### Problem to work on
All pictures are to be skipped; retype only the lines from the top of the entries through the line with "ctx.restore()", both included.

====

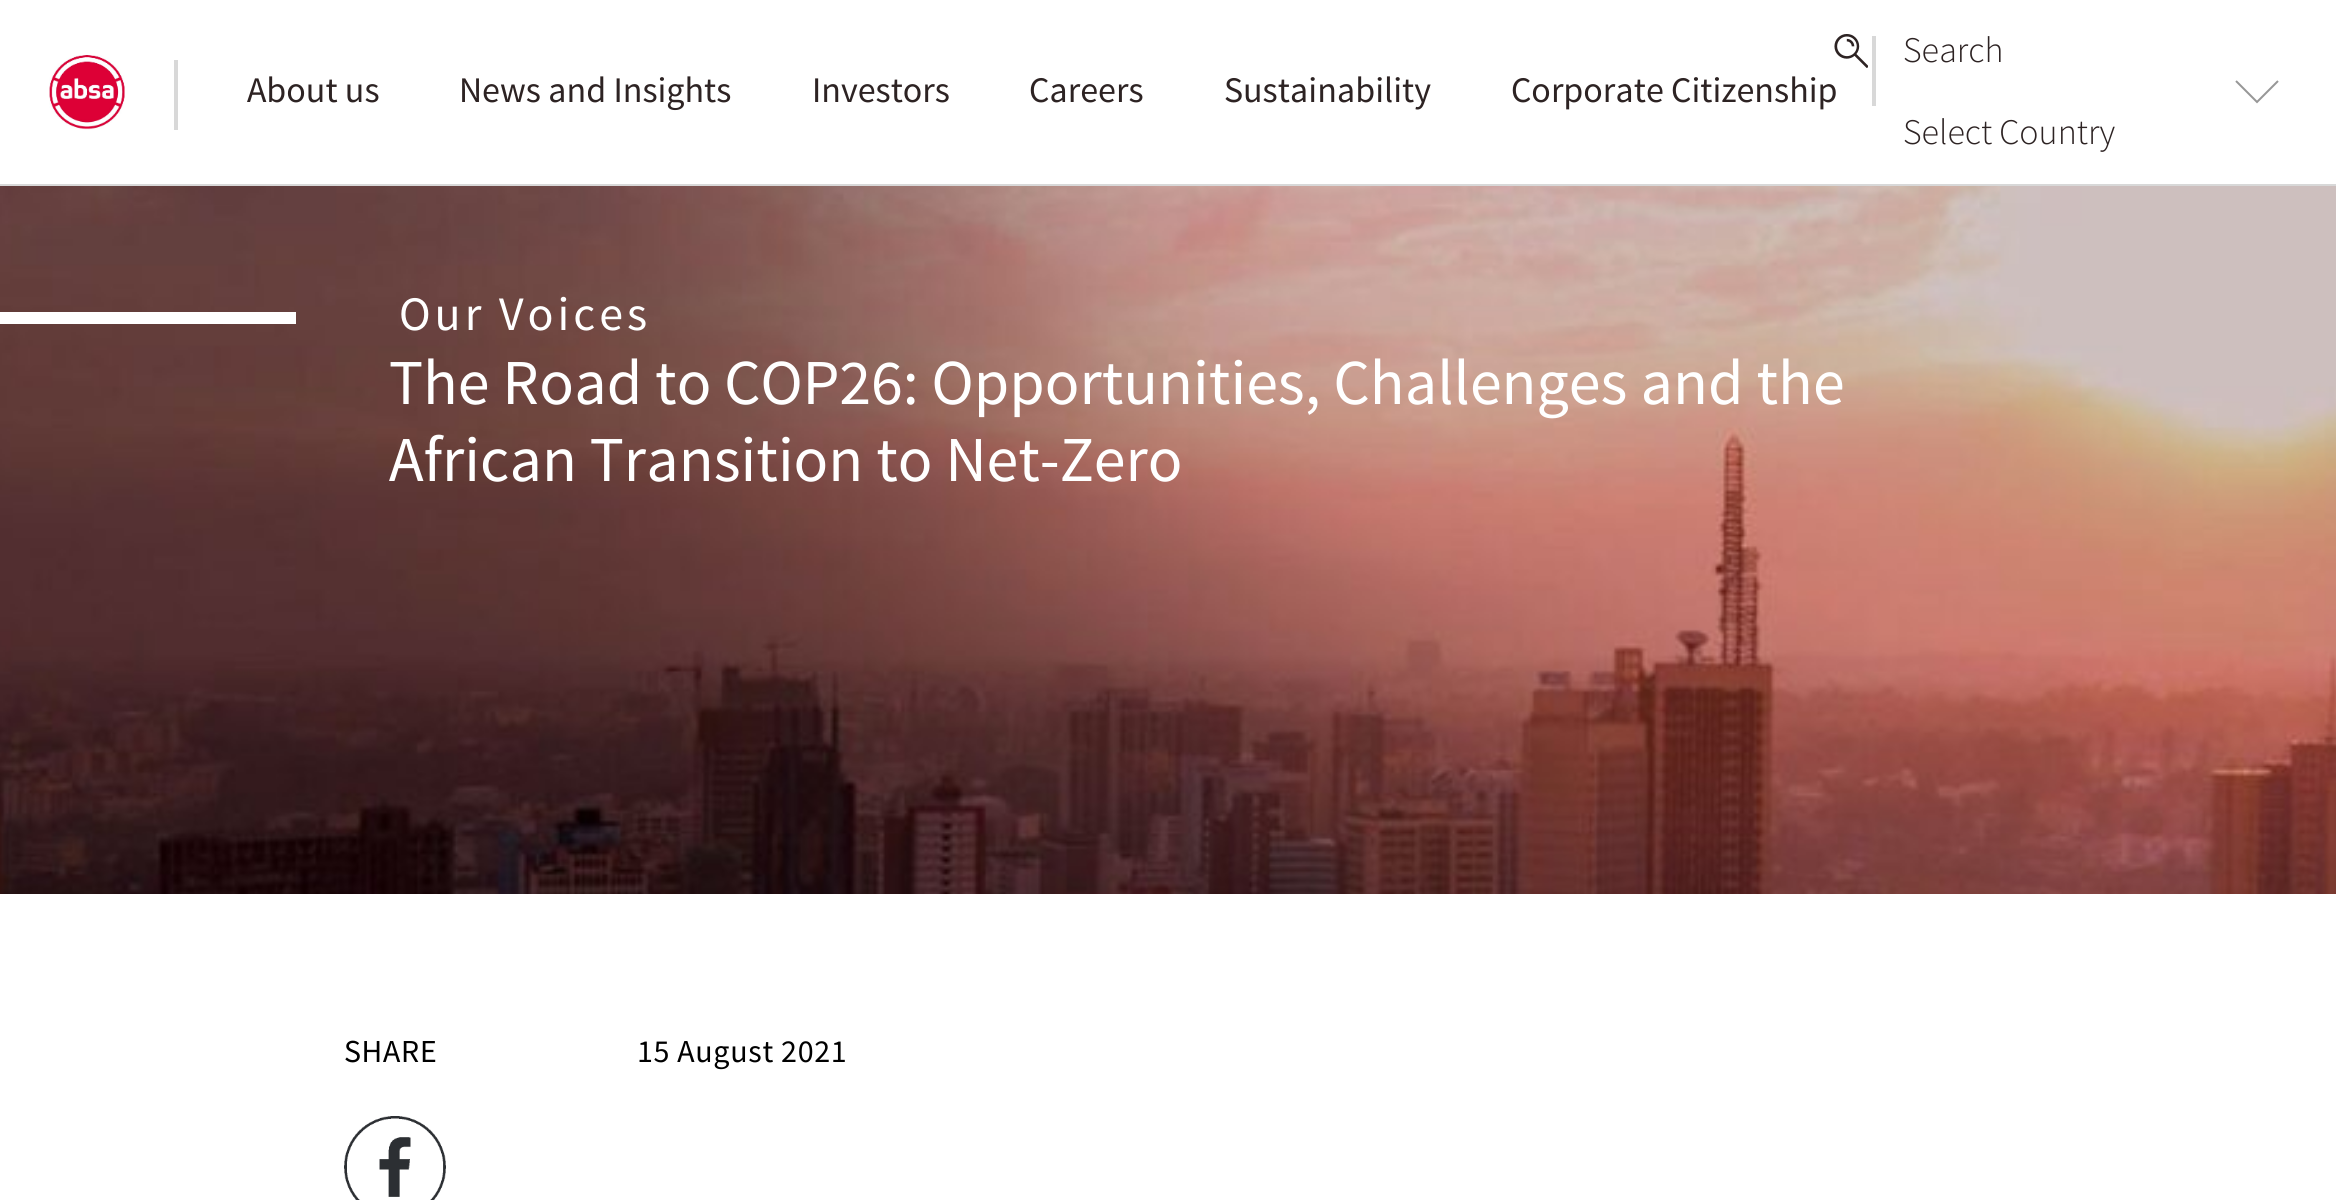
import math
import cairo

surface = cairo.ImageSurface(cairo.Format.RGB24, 2336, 1200)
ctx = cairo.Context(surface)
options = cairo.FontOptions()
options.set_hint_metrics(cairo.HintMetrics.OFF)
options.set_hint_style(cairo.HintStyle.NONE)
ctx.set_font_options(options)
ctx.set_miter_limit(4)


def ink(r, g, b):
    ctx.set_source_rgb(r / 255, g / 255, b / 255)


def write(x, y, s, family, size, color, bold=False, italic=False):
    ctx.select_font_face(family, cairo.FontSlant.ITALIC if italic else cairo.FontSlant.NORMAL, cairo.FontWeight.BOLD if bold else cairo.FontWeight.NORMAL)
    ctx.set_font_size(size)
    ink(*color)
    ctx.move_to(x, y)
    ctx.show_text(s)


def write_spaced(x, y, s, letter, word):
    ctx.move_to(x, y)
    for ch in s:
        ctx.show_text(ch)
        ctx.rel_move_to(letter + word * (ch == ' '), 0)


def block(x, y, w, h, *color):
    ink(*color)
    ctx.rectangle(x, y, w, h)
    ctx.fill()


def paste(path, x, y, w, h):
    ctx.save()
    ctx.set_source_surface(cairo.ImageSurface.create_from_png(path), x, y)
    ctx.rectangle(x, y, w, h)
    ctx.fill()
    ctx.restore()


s1 = dict(family="Source Sans Pro", size=36, color=(45, 35, 35))
s2 = dict(family="Source Sans Pro Light", size=36, color=(45, 35, 35))
s3 = dict(family="Source Sans Pro", size=64, color=(255, 255, 255))

ink(255, 255, 255)
ctx.paint()
block(0, 184, 2336, 2, 216, 216, 216)
paste("pic1.png", 49, 55, 76, 75)
block(174, 60, 4, 70, 216, 216, 216)
write(247, 102, "About us", **s1)
write(459, 102, "News and Insights", **s1)
write(812, 102, "Investors", **s1)
write(1029, 102, "Careers", **s1)
write(1224, 102, "Sustainability", **s1)
write(1511, 102, "Corporate Citizenship", **s1)
paste("pic2.png", 1834, 34, 34, 34)
write(1903, 62, "Search", **s2)
block(1872, 36, 4, 70, 216, 216, 216)
ctx.new_path()
ctx.move_to(2236, 81)
ctx.line_to(2257, 102)
ctx.line_to(2278, 81)
ink(151, 151, 151)
ctx.stroke()
write(1903, 144, "Select Country", **s2)
paste("pic3.png", 0, 186, 2336, 708)
block(0, 312, 296, 12, 255, 255, 255)
ctx.select_font_face("Source Sans Pro")
ctx.set_font_size(48)
write_spaced(399, 330, "Our Voices", 4, 0)
write(389, 404, "The Road to COP26: Opportunities, Challenges and the", **s3)
write(389, 481, "African Transition to Net-Zero", **s3)
ctx.set_font_size(32)
ink(0, 0, 0)
write_spaced(344, 1062, "SHARE", 0.7, 0)
paste("pic4.png", 344, 1116, 102, 84)
write_spaced(637, 1062, "15 August 2021", 0.7, 0)
surface.write_to_png("screenshot.png")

====

### Answer to this exercise
import math
import cairo

surface = cairo.ImageSurface(cairo.Format.RGB24, 2336, 1200)
ctx = cairo.Context(surface)
options = cairo.FontOptions()
options.set_hint_metrics(cairo.HintMetrics.OFF)
options.set_hint_style(cairo.HintStyle.NONE)
ctx.set_font_options(options)
ctx.set_miter_limit(4)


def ink(r, g, b):
    ctx.set_source_rgb(r / 255, g / 255, b / 255)


def write(x, y, s, family, size, color, bold=False, italic=False):
    ctx.select_font_face(family, cairo.FontSlant.ITALIC if italic else cairo.FontSlant.NORMAL, cairo.FontWeight.BOLD if bold else cairo.FontWeight.NORMAL)
    ctx.set_font_size(size)
    ink(*color)
    ctx.move_to(x, y)
    ctx.show_text(s)


def write_spaced(x, y, s, letter, word):
    ctx.move_to(x, y)
    for ch in s:
        ctx.show_text(ch)
        ctx.rel_move_to(letter + word * (ch == ' '), 0)


def block(x, y, w, h, *color):
    ink(*color)
    ctx.rectangle(x, y, w, h)
    ctx.fill()


def paste(path, x, y, w, h):
    ctx.save()
    ctx.set_source_surface(cairo.ImageSurface.create_from_png(path), x, y)
    ctx.rectangle(x, y, w, h)
    ctx.fill()
    ctx.restore()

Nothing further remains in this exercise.